▶ What needs to be done:
Throughout the listing below, copy each line containing "Академічна".

▶ Provided data:
Segment Open
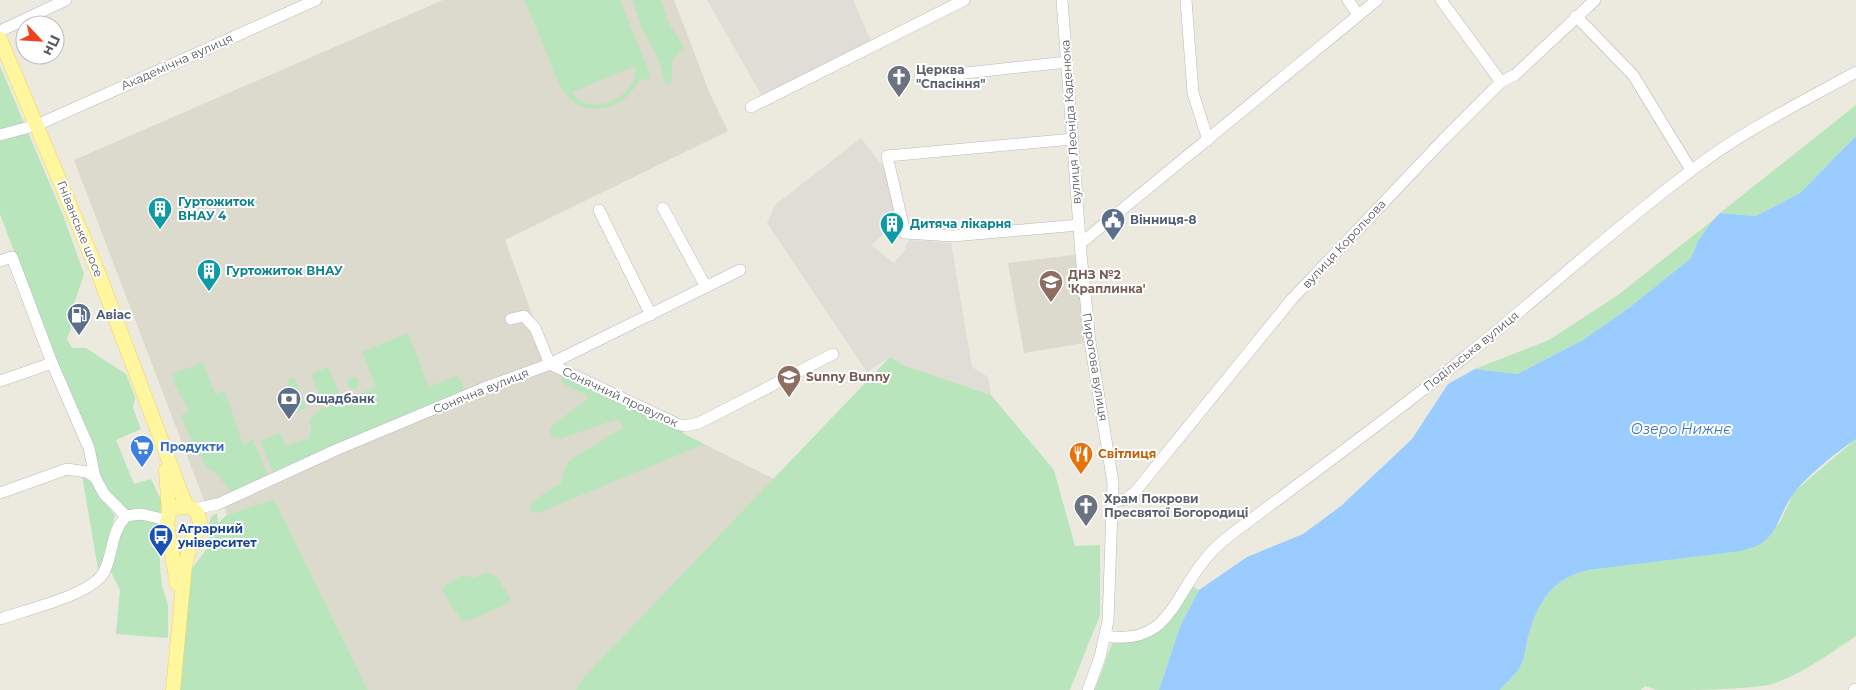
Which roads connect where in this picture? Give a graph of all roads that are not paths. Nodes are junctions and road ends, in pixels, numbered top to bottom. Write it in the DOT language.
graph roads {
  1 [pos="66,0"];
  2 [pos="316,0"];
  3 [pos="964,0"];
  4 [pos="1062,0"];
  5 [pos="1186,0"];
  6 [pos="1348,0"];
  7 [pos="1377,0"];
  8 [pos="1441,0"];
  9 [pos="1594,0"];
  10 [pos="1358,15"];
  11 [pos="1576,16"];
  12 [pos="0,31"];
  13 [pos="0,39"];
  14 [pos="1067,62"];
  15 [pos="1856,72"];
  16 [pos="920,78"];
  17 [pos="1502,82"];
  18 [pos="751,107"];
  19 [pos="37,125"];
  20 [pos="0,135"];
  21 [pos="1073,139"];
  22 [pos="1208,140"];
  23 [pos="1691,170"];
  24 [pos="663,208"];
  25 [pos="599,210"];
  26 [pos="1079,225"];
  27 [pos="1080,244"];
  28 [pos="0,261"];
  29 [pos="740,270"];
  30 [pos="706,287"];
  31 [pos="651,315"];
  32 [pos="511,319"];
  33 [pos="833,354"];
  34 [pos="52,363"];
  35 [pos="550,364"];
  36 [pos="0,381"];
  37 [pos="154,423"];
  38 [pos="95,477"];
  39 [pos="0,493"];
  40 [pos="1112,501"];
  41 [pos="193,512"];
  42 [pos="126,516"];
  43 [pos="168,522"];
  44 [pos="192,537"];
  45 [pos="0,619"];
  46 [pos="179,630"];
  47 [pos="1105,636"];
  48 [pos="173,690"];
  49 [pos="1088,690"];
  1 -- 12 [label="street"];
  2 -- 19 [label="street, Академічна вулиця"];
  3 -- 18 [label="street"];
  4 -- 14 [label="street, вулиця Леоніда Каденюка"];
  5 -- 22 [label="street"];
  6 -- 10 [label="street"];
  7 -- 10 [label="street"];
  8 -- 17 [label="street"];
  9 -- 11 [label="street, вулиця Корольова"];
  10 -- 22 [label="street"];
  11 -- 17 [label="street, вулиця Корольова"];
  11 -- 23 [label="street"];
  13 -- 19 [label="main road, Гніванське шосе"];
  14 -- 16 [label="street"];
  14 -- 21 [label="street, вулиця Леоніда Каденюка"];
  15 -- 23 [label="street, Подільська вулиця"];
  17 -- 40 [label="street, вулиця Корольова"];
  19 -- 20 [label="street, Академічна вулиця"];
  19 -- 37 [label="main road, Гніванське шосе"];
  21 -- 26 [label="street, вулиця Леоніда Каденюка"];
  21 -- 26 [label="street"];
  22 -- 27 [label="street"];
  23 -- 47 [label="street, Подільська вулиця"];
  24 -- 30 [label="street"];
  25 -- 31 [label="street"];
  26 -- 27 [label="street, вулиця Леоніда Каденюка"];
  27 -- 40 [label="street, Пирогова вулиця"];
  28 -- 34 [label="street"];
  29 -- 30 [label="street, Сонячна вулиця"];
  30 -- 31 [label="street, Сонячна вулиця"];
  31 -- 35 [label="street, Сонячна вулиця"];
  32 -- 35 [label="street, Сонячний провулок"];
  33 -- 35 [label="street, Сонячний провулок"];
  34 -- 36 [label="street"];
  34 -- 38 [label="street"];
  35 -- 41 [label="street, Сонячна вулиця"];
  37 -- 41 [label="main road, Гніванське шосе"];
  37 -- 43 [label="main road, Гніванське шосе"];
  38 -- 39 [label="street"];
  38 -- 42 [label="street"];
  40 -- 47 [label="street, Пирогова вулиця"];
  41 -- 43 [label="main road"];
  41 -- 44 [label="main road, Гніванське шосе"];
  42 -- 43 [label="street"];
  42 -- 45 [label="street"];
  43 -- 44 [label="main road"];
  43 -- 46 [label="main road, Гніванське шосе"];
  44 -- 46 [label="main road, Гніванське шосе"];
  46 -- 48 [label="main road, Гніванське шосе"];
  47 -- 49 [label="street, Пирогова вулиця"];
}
Segment Closed
Segment Open
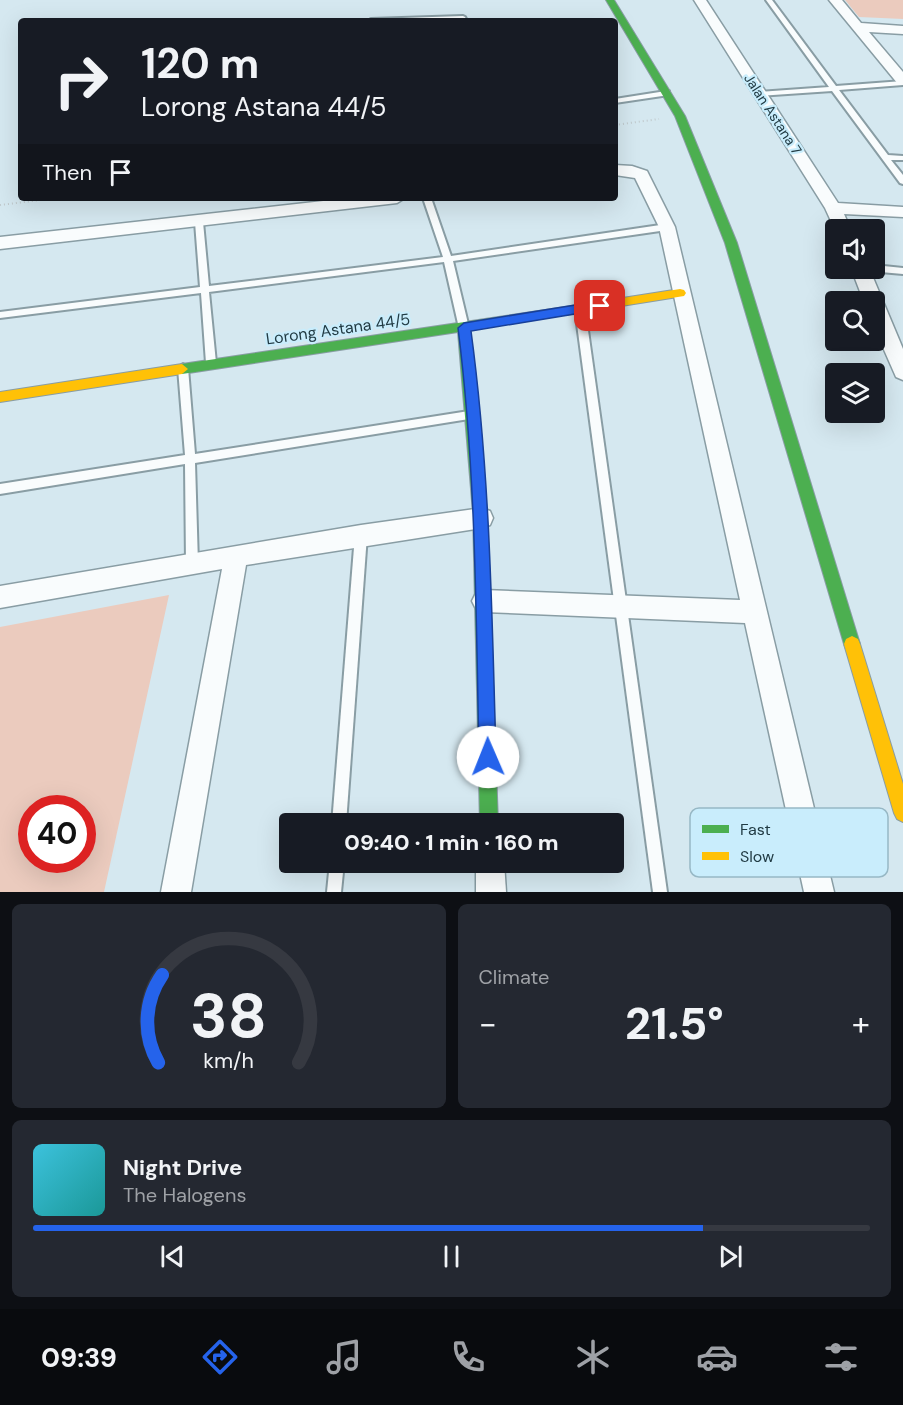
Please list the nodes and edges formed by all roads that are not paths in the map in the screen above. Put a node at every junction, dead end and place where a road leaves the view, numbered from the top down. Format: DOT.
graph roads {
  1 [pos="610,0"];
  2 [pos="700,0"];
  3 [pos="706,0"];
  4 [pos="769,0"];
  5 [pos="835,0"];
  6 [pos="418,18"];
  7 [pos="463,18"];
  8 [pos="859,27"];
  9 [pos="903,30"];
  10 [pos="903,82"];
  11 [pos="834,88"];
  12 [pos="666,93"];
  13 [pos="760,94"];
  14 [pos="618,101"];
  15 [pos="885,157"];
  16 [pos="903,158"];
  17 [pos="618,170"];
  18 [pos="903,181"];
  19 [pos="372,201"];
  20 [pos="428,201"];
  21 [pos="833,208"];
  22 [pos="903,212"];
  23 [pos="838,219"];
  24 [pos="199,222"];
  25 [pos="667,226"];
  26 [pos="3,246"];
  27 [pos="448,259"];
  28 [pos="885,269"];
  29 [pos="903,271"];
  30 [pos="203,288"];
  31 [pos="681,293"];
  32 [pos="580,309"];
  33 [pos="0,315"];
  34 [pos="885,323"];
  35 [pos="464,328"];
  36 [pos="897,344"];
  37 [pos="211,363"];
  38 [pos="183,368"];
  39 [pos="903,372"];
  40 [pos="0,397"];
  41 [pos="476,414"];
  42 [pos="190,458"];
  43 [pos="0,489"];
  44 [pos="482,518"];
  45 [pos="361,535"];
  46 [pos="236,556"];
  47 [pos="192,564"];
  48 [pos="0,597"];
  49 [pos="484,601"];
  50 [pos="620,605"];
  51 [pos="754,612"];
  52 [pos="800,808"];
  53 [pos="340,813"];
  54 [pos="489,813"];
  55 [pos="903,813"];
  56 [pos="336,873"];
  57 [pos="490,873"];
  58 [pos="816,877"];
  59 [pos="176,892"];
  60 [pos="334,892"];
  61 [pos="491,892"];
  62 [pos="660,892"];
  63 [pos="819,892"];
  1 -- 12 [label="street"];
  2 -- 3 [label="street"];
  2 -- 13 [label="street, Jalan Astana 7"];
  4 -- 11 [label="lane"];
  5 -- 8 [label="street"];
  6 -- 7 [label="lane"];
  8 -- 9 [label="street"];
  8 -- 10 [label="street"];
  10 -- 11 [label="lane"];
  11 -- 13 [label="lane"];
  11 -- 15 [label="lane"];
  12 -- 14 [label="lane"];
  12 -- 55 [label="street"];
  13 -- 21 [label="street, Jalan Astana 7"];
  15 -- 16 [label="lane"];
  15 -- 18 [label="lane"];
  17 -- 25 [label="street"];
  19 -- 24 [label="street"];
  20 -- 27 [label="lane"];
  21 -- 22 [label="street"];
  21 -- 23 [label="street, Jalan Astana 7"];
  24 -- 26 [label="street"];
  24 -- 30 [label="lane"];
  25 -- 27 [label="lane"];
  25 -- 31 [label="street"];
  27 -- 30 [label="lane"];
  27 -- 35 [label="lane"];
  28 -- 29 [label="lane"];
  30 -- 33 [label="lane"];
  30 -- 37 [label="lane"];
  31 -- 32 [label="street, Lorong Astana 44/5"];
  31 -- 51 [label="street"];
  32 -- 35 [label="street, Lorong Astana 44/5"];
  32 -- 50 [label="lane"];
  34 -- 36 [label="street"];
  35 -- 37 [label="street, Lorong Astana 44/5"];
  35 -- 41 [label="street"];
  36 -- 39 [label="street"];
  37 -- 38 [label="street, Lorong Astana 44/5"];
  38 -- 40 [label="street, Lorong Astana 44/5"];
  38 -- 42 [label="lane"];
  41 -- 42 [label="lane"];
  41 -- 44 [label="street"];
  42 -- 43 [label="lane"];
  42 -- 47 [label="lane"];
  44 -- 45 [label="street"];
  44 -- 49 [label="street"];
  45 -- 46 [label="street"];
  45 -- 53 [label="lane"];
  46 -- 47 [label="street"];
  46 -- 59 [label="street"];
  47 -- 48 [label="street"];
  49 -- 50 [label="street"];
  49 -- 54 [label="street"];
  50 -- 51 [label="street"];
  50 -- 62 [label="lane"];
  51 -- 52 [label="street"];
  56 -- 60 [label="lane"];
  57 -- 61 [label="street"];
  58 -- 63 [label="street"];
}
Segment Closed
▶ Task answer:
  2 -- 19 [label="street, Академічна вулиця"];
  19 -- 20 [label="street, Академічна вулиця"];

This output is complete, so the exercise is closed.